Kursgewinne, die ab dem 1. Januar 2018 aus diesen Altanteilen entstehen, bleiben zunächst weiterhin steuerfrei. Überschreiten sie jedoch den jetzt neu eingeführten Freibetrag von 100.000 Euro, unterliegen diese Kursgewinne zukünftig der Abgeltungssteuer. "Genauso, wie wenn die Fondsanteile nach 2009 erworben worden wären."

Kleinsparer haben das Nachsehen

Durchschnittsanleger profitieren von den neuen Steuerregeln, denn sie zahlen künftig nicht mehr, müssen sich aber weniger um Steuerfragen kümmern. Kleinsparer, die den eigenen Sparerpauschbetrag nicht ausschöpfen, haben jedoch das Nachsehen. Ihnen bringen die Teilfreistellungen keinen Vorteil, sie müssen aber geringere Ausschüttungen ihres Fonds hinnehmen. Das gilt auch für Steuerzahler, die mit Hilfe einer Nichtveranlagungsbescheinigung steuerfreie Kapitalerträge erzielen.

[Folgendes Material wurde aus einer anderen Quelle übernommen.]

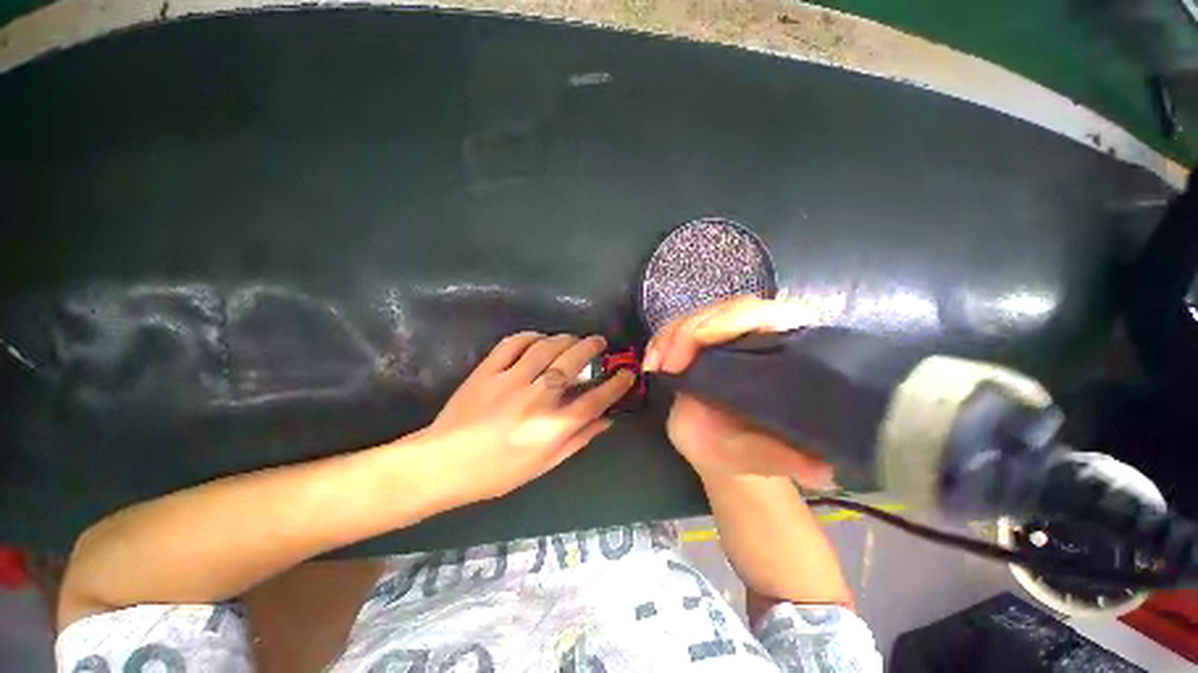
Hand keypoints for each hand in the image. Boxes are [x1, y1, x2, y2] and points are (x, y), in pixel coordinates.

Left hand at [427, 332, 634, 501]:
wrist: (444, 464)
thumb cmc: (498, 472)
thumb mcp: (544, 464)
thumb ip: (578, 440)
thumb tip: (607, 421)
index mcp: (551, 428)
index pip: (595, 401)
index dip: (616, 385)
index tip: (627, 373)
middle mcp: (536, 400)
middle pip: (572, 364)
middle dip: (591, 348)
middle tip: (599, 342)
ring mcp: (510, 381)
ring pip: (546, 348)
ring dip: (565, 339)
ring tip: (573, 339)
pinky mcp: (487, 371)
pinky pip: (513, 344)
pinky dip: (530, 336)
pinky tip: (539, 338)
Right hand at [643, 296, 832, 486]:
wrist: (719, 449)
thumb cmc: (746, 451)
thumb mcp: (764, 457)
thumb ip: (787, 459)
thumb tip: (823, 472)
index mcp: (785, 351)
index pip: (764, 314)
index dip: (728, 321)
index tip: (696, 348)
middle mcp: (759, 334)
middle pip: (724, 310)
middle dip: (688, 332)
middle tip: (667, 366)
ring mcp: (727, 336)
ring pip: (696, 316)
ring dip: (669, 336)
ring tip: (655, 366)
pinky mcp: (701, 342)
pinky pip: (677, 328)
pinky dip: (660, 341)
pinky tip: (651, 363)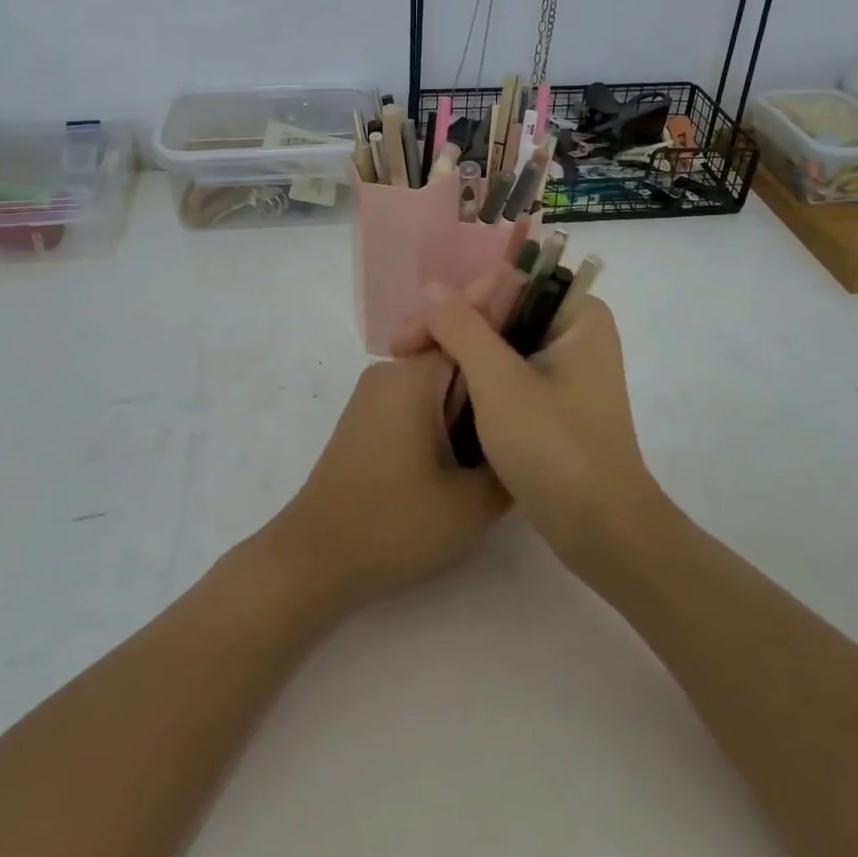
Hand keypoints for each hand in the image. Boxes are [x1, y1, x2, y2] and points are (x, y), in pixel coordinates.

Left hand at [267, 274, 521, 613]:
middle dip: (494, 355)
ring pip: (439, 376)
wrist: (314, 560)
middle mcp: (391, 373)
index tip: (540, 296)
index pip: (469, 326)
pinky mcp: (369, 419)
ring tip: (519, 404)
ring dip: (474, 387)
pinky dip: (450, 406)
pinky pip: (420, 397)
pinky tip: (477, 436)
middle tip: (543, 367)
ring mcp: (376, 396)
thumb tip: (531, 440)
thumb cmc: (393, 526)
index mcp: (414, 377)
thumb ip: (510, 465)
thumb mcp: (470, 505)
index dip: (508, 313)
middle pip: (455, 349)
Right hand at [396, 285, 664, 583]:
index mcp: (579, 315)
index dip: (451, 303)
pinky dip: (476, 377)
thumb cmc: (554, 447)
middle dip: (450, 327)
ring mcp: (570, 370)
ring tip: (410, 364)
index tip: (408, 335)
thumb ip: (463, 328)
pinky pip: (510, 372)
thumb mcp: (499, 382)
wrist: (603, 532)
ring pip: (502, 343)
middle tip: (400, 351)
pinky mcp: (559, 402)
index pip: (504, 284)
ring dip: (458, 352)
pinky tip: (443, 386)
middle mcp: (578, 333)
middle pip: (501, 311)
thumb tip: (431, 288)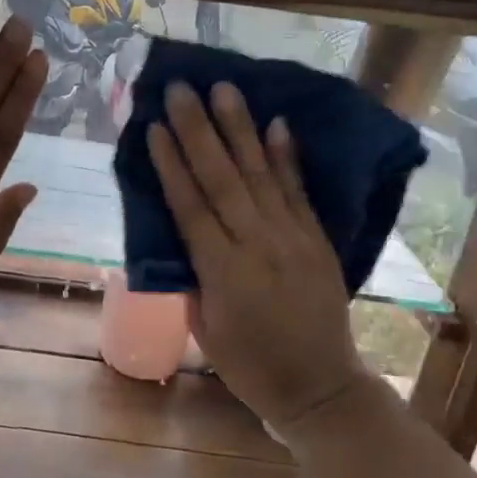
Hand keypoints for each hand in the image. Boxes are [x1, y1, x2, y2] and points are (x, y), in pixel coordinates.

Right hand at [147, 82, 360, 429]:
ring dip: (240, 129)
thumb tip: (179, 233)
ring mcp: (293, 238)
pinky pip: (298, 191)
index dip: (171, 163)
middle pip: (222, 178)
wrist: (321, 388)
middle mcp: (258, 244)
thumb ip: (191, 276)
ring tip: (224, 89)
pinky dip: (286, 157)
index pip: (191, 206)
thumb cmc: (249, 367)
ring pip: (260, 175)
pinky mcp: (317, 239)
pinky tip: (276, 123)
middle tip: (181, 89)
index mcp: (222, 271)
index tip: (155, 125)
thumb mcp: (203, 328)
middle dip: (199, 130)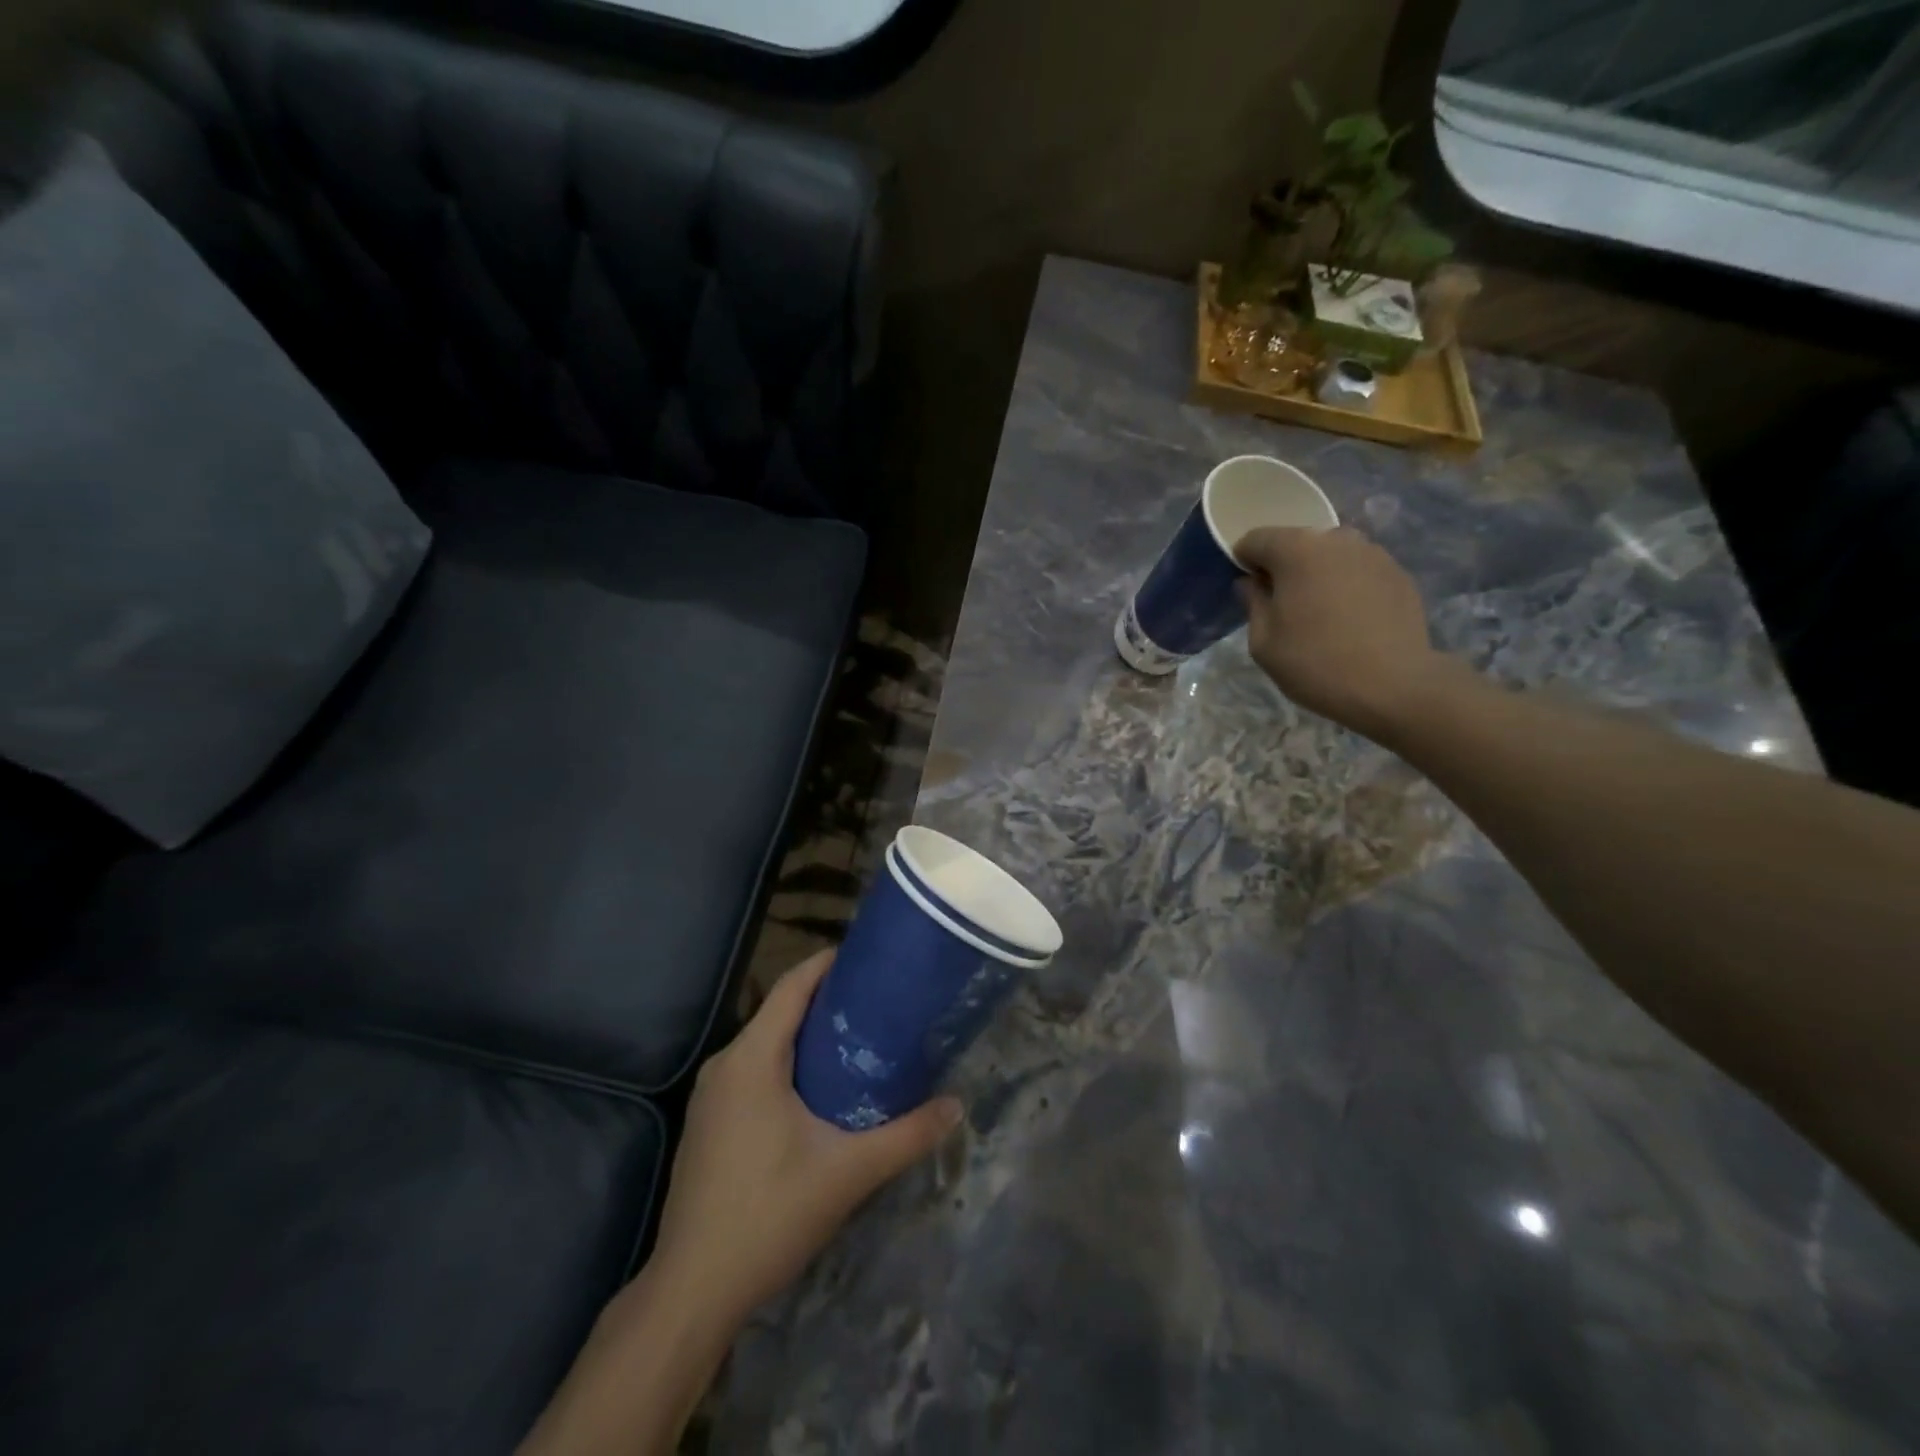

Nachteile erleiden definitiv auch Sparer mit fondsgebundenen oder klassischen Lebens- oder Rentenversicherungen oder Fondsanlagen im Rahmen der betrieblichen Altersversorgung. Bei diesen steuerprivilegierten Geldanlagen läuft die Teilfreistellung der Fondserträge ins Leere, die geringeren Ausschüttungen der Fonds aufgrund der Steuervorbelastung von 15 Prozent schmälern aber die Ertragsaussichten dieser Produkte.

Fonds überprüfen

Tipp: Wann haben Sie zuletzt Ihr Depot unter die Lupe genommen? Unabhängig von den geänderten Steuerspielregeln für Investmentfonds kann es sich lohnen, mal seine Geldanlagen zu durchforsten und schlecht laufende oder teure Fonds abzustoßen und in günstigere oder besser bewertete Produkte umzuschichten. Denn eine gute Geldanlage rechnet sich unabhängig von der Besteuerung.